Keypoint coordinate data
-- -- --

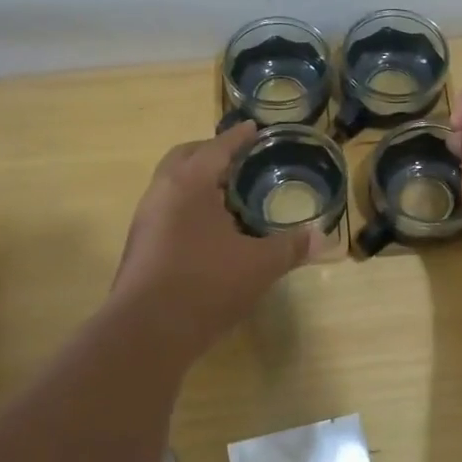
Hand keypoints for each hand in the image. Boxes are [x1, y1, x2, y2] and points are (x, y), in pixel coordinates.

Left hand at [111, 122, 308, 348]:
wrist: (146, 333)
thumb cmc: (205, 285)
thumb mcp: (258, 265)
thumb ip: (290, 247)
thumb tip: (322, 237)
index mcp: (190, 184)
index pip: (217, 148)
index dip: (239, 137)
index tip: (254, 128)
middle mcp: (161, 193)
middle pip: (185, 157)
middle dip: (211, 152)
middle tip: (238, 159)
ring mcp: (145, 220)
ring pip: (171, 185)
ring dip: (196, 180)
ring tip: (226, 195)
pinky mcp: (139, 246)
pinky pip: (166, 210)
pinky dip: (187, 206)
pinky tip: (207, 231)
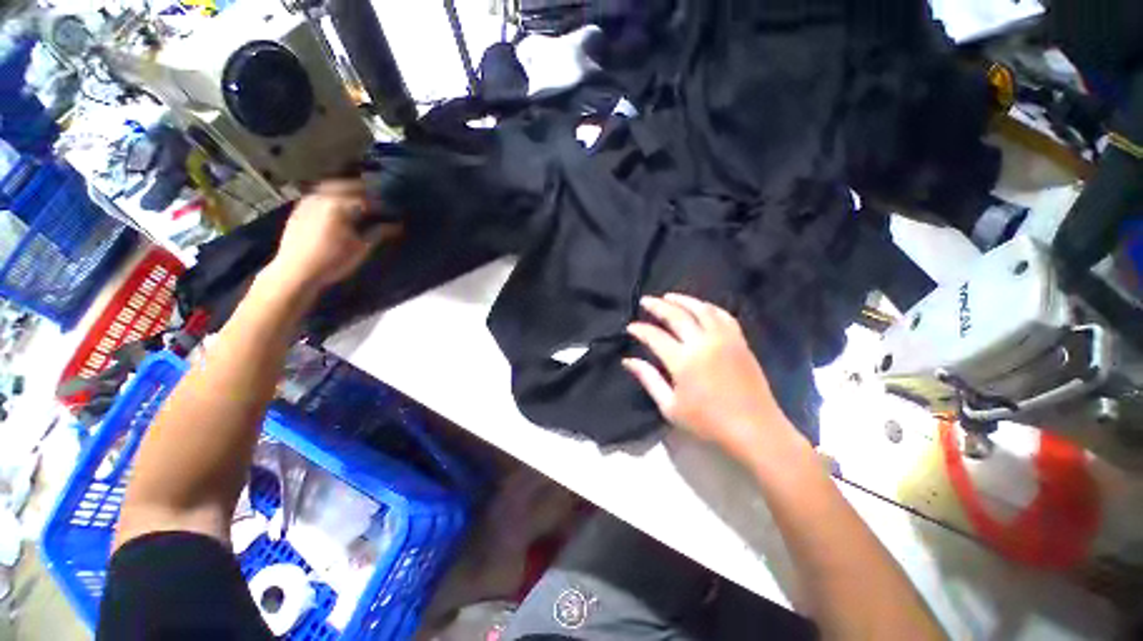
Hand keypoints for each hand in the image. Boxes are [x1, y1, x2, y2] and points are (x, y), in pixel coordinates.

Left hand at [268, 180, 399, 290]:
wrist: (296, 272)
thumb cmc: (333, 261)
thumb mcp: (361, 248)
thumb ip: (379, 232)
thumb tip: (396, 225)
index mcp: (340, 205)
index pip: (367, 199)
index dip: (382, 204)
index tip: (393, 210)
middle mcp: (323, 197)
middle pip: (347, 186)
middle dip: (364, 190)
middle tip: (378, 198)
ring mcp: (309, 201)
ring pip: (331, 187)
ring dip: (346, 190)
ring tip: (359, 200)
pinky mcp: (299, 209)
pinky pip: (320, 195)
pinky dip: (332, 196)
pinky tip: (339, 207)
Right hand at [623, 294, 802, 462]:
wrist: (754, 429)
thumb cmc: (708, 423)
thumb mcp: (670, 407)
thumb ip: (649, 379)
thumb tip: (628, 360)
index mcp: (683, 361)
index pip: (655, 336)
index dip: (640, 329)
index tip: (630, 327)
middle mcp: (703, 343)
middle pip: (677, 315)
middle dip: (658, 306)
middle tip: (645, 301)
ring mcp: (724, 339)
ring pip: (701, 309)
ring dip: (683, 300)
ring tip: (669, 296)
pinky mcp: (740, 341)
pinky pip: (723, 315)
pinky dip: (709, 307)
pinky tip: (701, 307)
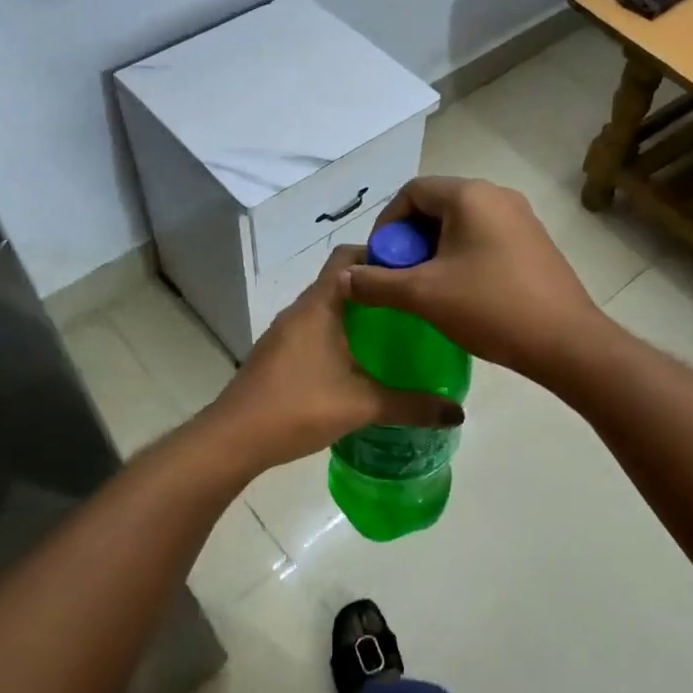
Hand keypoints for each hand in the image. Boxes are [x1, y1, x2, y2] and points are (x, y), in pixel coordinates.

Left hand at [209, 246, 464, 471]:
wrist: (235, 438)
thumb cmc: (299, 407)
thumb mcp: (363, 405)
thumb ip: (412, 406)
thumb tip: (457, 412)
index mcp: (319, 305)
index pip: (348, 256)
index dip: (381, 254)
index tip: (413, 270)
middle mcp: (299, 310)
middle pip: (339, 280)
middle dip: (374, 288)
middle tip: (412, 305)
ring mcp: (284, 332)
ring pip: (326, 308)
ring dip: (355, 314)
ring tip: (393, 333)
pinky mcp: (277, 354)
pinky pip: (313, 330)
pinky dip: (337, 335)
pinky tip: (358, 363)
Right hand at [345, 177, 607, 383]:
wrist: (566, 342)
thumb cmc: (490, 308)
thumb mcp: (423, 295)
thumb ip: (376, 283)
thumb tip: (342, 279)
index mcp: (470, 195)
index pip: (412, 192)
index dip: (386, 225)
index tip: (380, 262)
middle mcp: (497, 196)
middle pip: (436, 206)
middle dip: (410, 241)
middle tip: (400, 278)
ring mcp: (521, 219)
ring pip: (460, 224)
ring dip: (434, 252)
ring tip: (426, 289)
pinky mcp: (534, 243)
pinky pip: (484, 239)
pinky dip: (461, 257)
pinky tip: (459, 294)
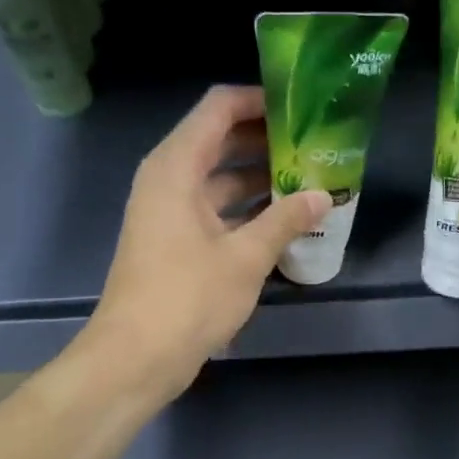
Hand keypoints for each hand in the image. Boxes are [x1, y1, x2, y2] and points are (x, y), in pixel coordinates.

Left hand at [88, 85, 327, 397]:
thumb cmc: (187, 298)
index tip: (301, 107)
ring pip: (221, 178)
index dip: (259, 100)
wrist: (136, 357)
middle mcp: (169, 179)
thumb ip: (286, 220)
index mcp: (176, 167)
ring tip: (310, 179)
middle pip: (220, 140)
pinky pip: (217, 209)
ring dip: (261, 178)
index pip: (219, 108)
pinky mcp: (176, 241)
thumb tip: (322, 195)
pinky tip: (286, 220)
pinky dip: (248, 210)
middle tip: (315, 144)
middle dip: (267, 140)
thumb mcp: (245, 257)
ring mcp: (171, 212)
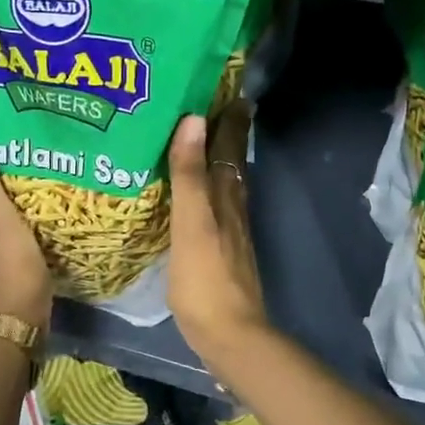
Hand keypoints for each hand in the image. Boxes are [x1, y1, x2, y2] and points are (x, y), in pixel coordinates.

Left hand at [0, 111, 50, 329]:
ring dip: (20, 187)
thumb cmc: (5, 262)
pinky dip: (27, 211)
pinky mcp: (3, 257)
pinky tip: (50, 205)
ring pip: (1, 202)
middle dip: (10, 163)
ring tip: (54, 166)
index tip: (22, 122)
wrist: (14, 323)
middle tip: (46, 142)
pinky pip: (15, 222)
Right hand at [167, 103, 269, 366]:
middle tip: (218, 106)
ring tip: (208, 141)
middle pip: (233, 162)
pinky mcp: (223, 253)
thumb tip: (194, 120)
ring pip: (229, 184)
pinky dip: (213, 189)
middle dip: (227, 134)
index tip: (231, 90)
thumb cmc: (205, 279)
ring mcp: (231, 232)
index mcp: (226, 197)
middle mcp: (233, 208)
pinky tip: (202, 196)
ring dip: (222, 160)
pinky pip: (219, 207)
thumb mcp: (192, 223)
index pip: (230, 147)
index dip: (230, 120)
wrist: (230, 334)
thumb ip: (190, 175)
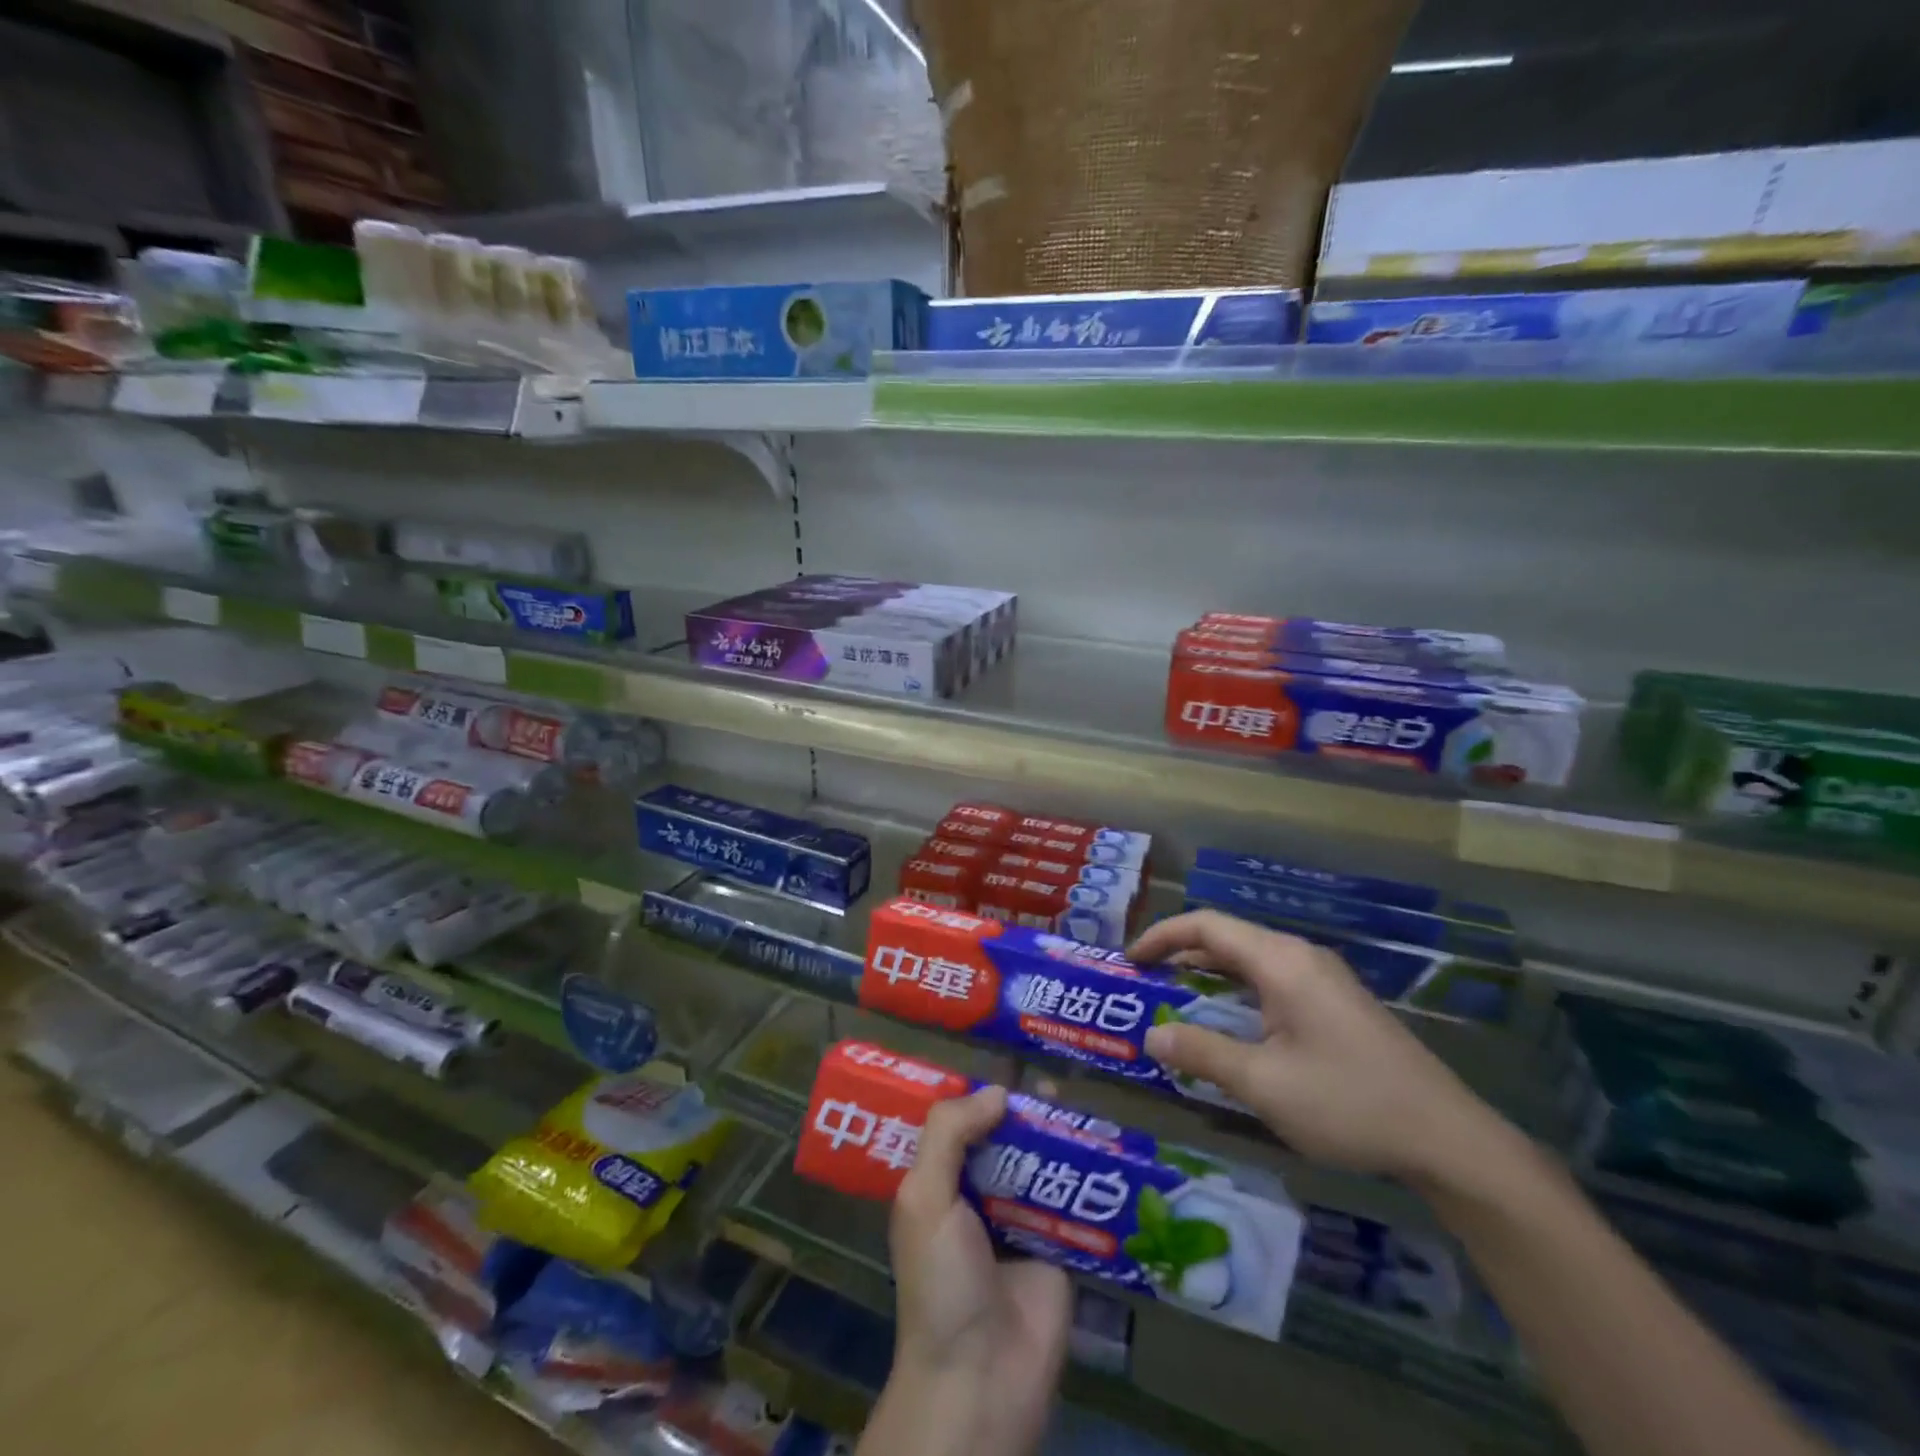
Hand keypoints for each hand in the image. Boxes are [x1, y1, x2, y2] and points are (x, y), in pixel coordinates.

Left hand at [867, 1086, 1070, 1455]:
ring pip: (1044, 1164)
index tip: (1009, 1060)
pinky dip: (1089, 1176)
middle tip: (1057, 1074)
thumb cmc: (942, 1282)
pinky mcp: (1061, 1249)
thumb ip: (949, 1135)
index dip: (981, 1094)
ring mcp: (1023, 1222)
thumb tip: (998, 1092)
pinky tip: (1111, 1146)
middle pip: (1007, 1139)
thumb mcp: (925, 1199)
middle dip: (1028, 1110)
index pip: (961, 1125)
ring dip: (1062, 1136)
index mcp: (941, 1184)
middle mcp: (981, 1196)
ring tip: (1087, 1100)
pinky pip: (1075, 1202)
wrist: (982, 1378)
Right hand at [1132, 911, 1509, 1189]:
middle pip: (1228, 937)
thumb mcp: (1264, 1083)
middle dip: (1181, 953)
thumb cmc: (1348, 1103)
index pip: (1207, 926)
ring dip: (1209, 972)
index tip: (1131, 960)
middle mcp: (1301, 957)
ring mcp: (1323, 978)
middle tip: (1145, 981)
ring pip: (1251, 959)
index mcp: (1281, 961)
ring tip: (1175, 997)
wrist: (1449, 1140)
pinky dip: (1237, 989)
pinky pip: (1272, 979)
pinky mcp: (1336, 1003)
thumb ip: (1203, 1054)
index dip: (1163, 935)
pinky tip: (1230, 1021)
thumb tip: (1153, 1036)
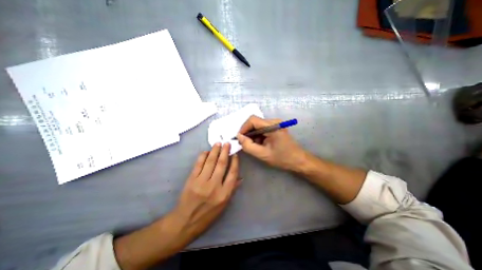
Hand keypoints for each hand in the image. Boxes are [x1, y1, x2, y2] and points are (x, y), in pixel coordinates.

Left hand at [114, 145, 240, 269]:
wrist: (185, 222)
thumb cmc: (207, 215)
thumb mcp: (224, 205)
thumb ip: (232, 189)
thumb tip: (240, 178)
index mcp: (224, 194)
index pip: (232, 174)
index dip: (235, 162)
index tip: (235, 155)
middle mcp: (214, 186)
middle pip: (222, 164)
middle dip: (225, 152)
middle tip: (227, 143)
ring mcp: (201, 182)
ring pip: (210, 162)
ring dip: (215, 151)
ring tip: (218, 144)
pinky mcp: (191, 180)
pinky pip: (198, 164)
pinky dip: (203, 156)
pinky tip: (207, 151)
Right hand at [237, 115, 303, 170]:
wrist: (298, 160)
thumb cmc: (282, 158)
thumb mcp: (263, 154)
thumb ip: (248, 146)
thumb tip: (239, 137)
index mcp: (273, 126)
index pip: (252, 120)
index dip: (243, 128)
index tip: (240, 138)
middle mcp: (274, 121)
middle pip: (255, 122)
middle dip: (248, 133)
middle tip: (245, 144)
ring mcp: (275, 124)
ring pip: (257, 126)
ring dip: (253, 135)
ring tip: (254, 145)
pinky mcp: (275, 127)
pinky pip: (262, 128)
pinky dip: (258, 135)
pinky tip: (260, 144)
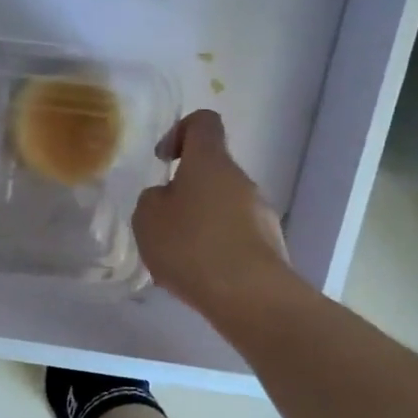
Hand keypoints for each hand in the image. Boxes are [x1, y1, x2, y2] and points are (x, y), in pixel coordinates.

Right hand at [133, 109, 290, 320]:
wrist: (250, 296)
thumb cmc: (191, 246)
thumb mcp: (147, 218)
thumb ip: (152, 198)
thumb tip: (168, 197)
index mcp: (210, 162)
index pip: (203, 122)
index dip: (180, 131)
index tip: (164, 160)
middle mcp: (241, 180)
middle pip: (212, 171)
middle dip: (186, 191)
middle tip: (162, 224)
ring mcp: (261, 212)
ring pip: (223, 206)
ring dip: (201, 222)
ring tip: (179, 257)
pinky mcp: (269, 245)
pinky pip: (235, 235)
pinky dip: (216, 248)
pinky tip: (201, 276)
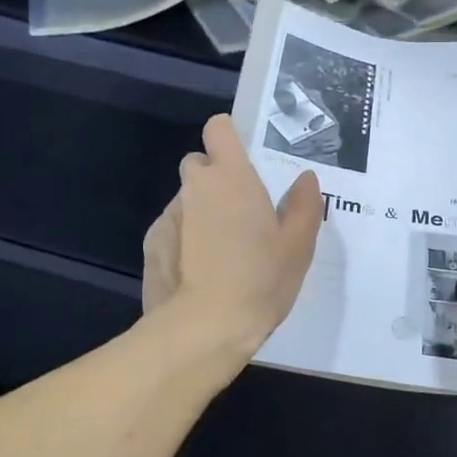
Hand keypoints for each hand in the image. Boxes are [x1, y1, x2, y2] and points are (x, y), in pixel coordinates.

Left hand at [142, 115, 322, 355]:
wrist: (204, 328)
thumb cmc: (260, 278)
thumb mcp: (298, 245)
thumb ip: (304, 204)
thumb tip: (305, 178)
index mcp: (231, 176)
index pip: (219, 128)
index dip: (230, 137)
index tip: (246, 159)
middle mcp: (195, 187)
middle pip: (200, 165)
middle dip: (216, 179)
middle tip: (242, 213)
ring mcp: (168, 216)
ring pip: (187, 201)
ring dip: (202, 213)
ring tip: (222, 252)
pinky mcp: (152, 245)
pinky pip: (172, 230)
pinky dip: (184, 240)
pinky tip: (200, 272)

-- -- --

Problem requirements:
Set down exactly, line for line, the data from the line that contains "middle mcp: (241, 180)" through its last line, keeping pictures out.

Result of this task:
middle mcp: (241, 180)
middle pip: (212, 171)
middle dip: (186, 191)
middle tip: (162, 224)
ring mcp: (261, 212)
ring pip: (223, 206)
ring dip: (201, 222)
ring tip: (179, 257)
pinky mcp: (269, 245)
pinky pip: (235, 235)
pinky dip: (216, 248)
pinky tip: (201, 276)
Hand keypoints for each hand in the image. Boxes are [x1, y1, x2, y2] and points are (x, y), in pixel coordinates.

Left hand at [142, 115, 322, 355]:
wrist: (204, 328)
thumb cmc: (260, 278)
thumb mcp: (298, 245)
thumb ip: (304, 204)
thumb tip: (305, 178)
index mcp: (231, 176)
index pip: (219, 128)
index dip: (230, 137)
index tip: (246, 159)
middle mcp: (195, 187)
middle pip: (200, 165)
middle dip: (216, 179)
middle tip: (242, 213)
ring mcp: (168, 216)
ring pip: (187, 201)
ring dip: (202, 213)
ring tip: (222, 252)
pinky mcp: (152, 245)
pinky pip: (172, 230)
pinky dip: (184, 240)
pinky tip: (200, 272)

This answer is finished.